=== RECORDS PROVIDED ===
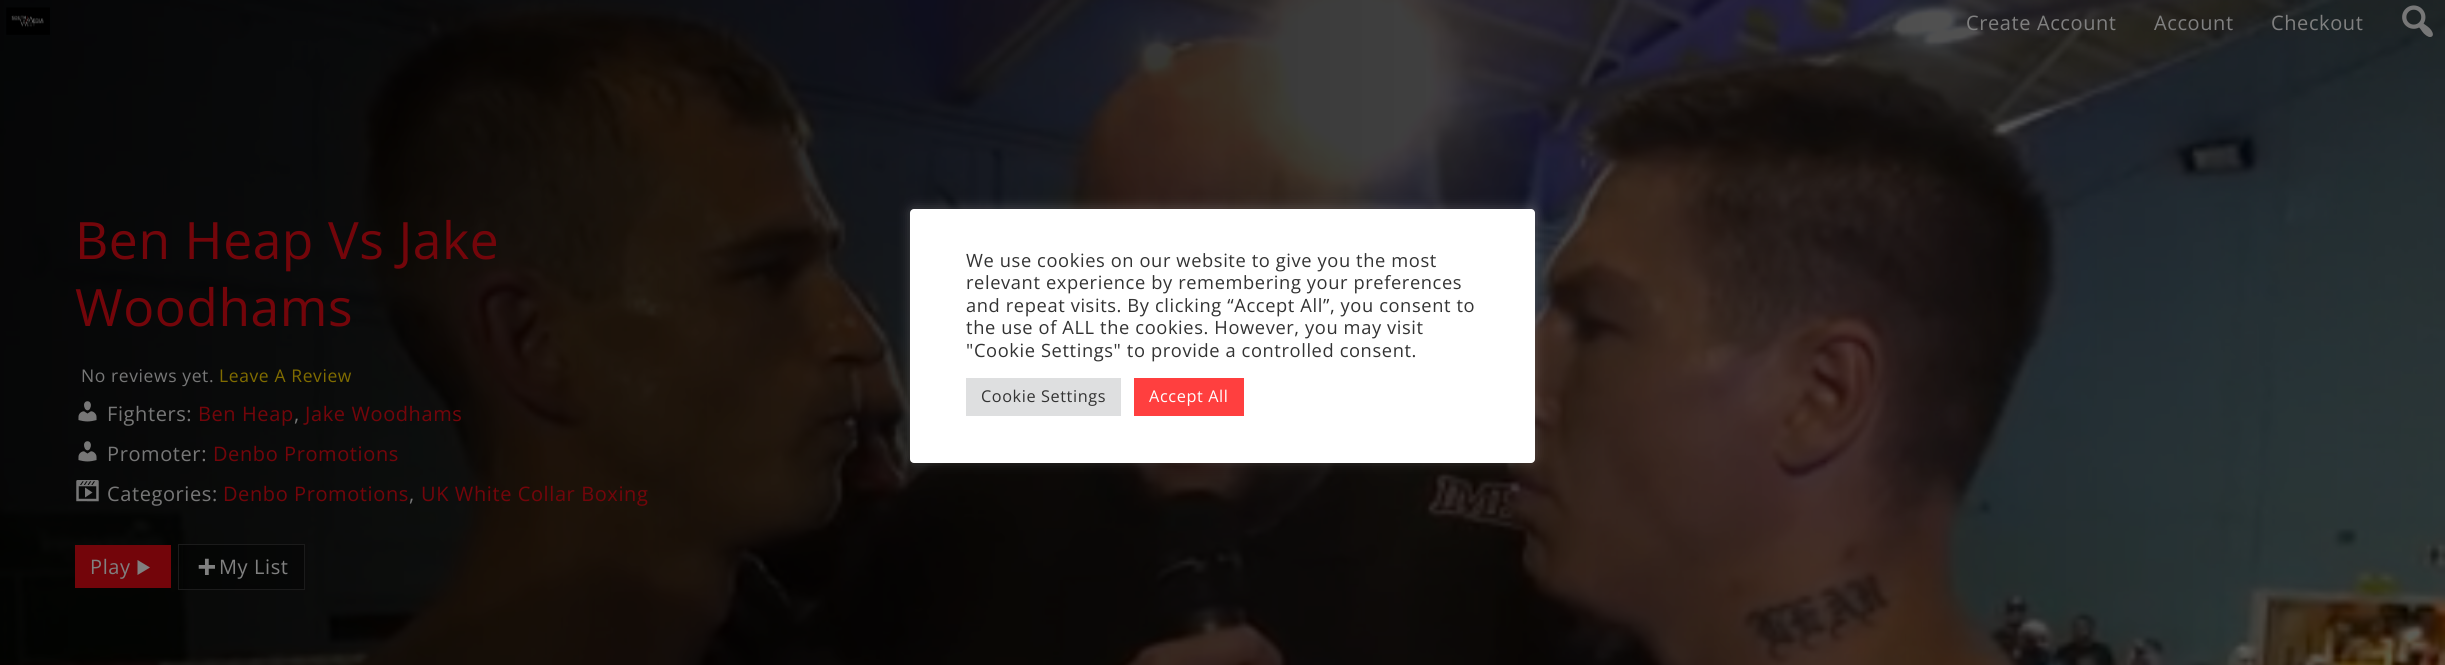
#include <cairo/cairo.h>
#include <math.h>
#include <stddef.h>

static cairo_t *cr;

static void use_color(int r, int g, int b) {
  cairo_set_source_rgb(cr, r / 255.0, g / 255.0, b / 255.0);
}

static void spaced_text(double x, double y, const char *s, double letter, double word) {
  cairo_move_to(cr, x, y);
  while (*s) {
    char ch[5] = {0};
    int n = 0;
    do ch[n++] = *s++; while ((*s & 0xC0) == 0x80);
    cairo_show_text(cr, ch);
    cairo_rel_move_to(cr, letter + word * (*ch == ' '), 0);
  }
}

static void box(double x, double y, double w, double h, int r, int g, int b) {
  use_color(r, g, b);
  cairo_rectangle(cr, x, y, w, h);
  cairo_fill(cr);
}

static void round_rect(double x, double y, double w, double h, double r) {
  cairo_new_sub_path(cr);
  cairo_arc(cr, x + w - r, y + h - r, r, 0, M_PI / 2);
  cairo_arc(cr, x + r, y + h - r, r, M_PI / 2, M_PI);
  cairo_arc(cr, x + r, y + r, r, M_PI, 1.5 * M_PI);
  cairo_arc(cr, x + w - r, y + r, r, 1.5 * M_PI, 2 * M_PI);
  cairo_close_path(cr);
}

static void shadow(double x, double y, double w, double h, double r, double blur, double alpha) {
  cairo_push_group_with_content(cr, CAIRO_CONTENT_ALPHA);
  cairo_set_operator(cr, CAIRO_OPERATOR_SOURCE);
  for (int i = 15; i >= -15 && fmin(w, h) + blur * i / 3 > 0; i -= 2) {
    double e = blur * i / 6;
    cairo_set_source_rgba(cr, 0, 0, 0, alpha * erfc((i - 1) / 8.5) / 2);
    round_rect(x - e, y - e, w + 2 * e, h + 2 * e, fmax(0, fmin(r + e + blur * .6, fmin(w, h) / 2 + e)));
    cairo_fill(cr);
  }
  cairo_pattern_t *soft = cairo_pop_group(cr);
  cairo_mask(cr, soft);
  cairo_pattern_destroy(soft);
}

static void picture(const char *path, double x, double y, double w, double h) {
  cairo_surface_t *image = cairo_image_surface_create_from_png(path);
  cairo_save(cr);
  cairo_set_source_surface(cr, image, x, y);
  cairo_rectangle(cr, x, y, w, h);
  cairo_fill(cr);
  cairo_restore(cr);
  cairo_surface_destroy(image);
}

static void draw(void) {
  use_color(255, 255, 255);
  cairo_paint(cr);
  picture("img_03.png", 0, 0, 2445, 665);
  picture("img_01.png", 6, 7, 44, 28);
  picture("img_02.png", 2402, 5, 31, 32);
  picture("img_04.png", 78, 401, 19, 21);
  picture("img_05.png", 78, 441, 19, 21);
  picture("img_06.png", 76, 480, 23, 22);
  box(75, 545, 96, 43, 115, 5, 10);
  use_color(128, 128, 128);
  cairo_new_path(cr);
  cairo_move_to(cr, 137.5, 560);
  cairo_line_to(cr, 150, 567.5);
  cairo_line_to(cr, 137.5, 575);
  cairo_close_path(cr);
  cairo_fill(cr);
  cairo_set_source_rgba(cr, 0, 0, 0, 0.4);
  cairo_rectangle(cr, 183, 545, 121, 44);
  cairo_fill(cr);
  cairo_rectangle(cr, 178.5, 544.5, 126, 45);
  use_color(27, 27, 27);
  cairo_set_line_width(cr, 1);
  cairo_stroke(cr);
  picture("img_07.png", 198, 558, 17, 17);
  use_color(172, 171, 171);
  shadow(910, 208, 625, 253, 4, 6, 0.3);
  use_color(255, 255, 255);
  round_rect(910, 209, 625, 254, 4);
  cairo_fill(cr);
  box(966, 378, 155, 38, 222, 223, 224);
  box(1134, 378, 110, 38, 255, 63, 63);
  cairo_select_font_face(cr, "Open Sans", CAIRO_FONT_SLANT_NORMAL, CAIRO_FONT_WEIGHT_NORMAL);
  cairo_set_font_size(cr, 20);
  use_color(128, 128, 128);
  spaced_text(1966, 30, "Create Account", 0.6, 0);
  spaced_text(2154, 30, "Account", 0.6, 0);
  spaced_text(2271, 30, "Checkout", 0.6, 0);
  cairo_set_font_size(cr, 51.5);
  use_color(115, 5, 10);
  spaced_text(75, 259, "Ben Heap Vs Jake", 0.6, 0);
  spaced_text(75, 326, "Woodhams", 0.6, 0);
  cairo_set_font_size(cr, 17.5);
  use_color(119, 119, 119);
  spaced_text(81, 382, "No reviews yet.", 0.6, 0);
  use_color(128, 108, 0);
  spaced_text(219, 382, "Leave A Review", 0.6, 0);
  cairo_set_font_size(cr, 20);
  use_color(119, 119, 119);
  spaced_text(107, 421, "Fighters:", 0.6, 0);
  use_color(115, 5, 10);
  spaced_text(198, 421, "Ben Heap", 0.6, 0);
  use_color(119, 119, 119);
  spaced_text(294, 421, ",", 0.6, 0);
  use_color(115, 5, 10);
  spaced_text(305, 421, "Jake Woodhams", 0.6, 0);
  use_color(119, 119, 119);
  spaced_text(107, 461, "Promoter:", 0.6, 0);
  use_color(115, 5, 10);
  spaced_text(213, 461, "Denbo Promotions", 0.6, 0);
  use_color(119, 119, 119);
  spaced_text(107, 501, "Categories:", 0.6, 0);
  use_color(115, 5, 10);
  spaced_text(223, 501, "Denbo Promotions", 0.6, 0);
  use_color(119, 119, 119);
  spaced_text(409, 501, ",", 0.6, 0);
  use_color(115, 5, 10);
  spaced_text(421, 501, "UK White Collar Boxing", 0.6, 0);
  use_color(128, 128, 128);
  spaced_text(90, 574, "Play", 0.6, 0);
  spaced_text(219, 574, "My List", 0.6, 0);
  cairo_set_font_size(cr, 18.3);
  use_color(51, 51, 51);
  spaced_text(966, 267, "We use cookies on our website to give you the most", 0.6, 0);
  spaced_text(966, 289, "relevant experience by remembering your preferences", 0.6, 0);
  spaced_text(966, 312, "and repeat visits. By clicking “Accept All”, you consent to", 0.6, 0);
  spaced_text(966, 334, "the use of ALL the cookies. However, you may visit", 0.6, 0);
  spaced_text(966, 357, "\"Cookie Settings\" to provide a controlled consent.", 0.6, 0);
  cairo_set_font_size(cr, 16.25);
  spaced_text(981, 402, "Cookie Settings", 0.6, 0);
  use_color(255, 255, 255);
  spaced_text(1149, 402, "Accept All", 0.6, 0);
}

int main(void) {
  cairo_surface_t *surface = cairo_image_surface_create(CAIRO_FORMAT_RGB24, 2445, 665);
  cr = cairo_create(surface);
  cairo_font_options_t *options = cairo_font_options_create();
  cairo_font_options_set_hint_metrics(options, CAIRO_HINT_METRICS_OFF);
  cairo_font_options_set_hint_style(options, CAIRO_HINT_STYLE_NONE);
  cairo_set_font_options(cr, options);
  cairo_set_miter_limit(cr, 4);
  draw();
  cairo_surface_write_to_png(surface, "out.png");
  cairo_font_options_destroy(options);
  cairo_destroy(cr);
  cairo_surface_destroy(surface);
  return 0;
}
===
There is a line with "cairo_surface_destroy(image);" and a line with "static void draw(void)" above. Copy exactly those two lines and all lines between them, with nothing else.

| SOLUTION BELOW |
  cairo_surface_destroy(image);
}

static void draw(void) {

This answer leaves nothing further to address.